Tory-Lib Dem coalition government brings forward cuts
Britain’s first coalition government since the Second World War will fast-track £6bn of cuts to come in the current financial year in order to cut the public deficit.
The move, proposed by the Tories in the election campaign, and compromised upon by the Liberal Democrats, will raise inevitable concerns that cuts will hit frontline children’s services despite politicians’ assurances and claims that savings will target “back office” functions.
The Liberal Democrats have secured five Cabinet posts in the historic Tory-Lib Dem coalition government under Prime Minister David Cameron — including their leader Nick Clegg in the post of Deputy Prime Minister — and up to 20 government ministerial posts in total.
Among their Cabinet members, the Lib Dems’ principal spokesman for children David Laws — a key figure in the parties’ negotiations to form the coalition — has been strongly linked with becoming Schools Secretary, prompting speculation that the Tories’ hitherto chief schools spokesman Michael Gove would become Home Secretary.

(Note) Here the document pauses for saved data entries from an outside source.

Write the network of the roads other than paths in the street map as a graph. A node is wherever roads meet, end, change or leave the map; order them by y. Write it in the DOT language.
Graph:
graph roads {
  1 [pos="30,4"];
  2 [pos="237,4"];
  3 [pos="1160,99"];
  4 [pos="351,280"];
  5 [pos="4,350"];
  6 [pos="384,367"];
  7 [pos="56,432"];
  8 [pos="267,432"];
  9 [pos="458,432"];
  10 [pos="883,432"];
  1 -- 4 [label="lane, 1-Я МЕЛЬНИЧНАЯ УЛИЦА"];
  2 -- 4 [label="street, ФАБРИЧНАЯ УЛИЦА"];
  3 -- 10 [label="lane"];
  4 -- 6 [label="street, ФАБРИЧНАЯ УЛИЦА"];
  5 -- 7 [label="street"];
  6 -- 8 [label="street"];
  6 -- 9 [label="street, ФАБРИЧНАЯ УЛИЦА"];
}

It is unclear whether the Department for Children, Schools and Families will remain in its current form or exactly what shape other Whitehall departments will take.
Andrew Lansley has been confirmed as Health Secretary and George Osborne as Chancellor of the Exchequer.
On specific areas of policy, the coalition has agreed to bring in the pupil premium to benefit disadavantaged children, a commitment in both parties’ manifestos, but more comprehensively backed by the Lib Dems. Tory plans for state-funded schools to be allowed to be free from local authority control also remain intact.
Child poverty campaigners will take satisfaction that the Lib Dems have secured their wish to raise the income tax threshold to £10,000, which will be phased in over the lifetime of this parliament. This would take more families out of paying income tax althogether. The planned rise in national insurance contributions will also be scrapped, as had been proposed by the Tories.
But the Lib Dems have negotiated an opt-out on the Conservatives’ plans to recognise marriage in the tax system, meaning their MPs will abstain on the issue in parliament, making it more difficult for the Tories to enact.
There will also be a wide-ranging repeal bill, being dubbed as a “freedom bill”, to scrap a raft of civil liberties and criminal justice legislation brought in by Labour.
In his maiden speech as Prime Minister amid a throng of assembled media outside 10 Downing Street yesterday evening, Cameron said the government would be “built on the values of freedom, fairness and responsibility.”
Addressing his party at 12.40am on Wednesday, Clegg pledged to bring about a “fairer start for every child in this country … fairness is at the heart of everything we do.”
The coalition will need to finalise details of its legislative programme in time for the Queen’s Speech on 25 May. An emergency budget is also expected within 50 days.
Details of other ministerial postholders are yet to be confirmed. What role Tory children’s spokesman Tim Loughton, families spokeswoman Maria Miller or former Conservative leader Iain Duncan Smith might or might not play in the coalition government should become clear later in the day.
Gordon Brown resigned as Prime Minister and Labour leader earlier yesterday evening after coalition talks between the Lib Dems and Labour — and involving then-Children’s Secretary Ed Balls — collapsed.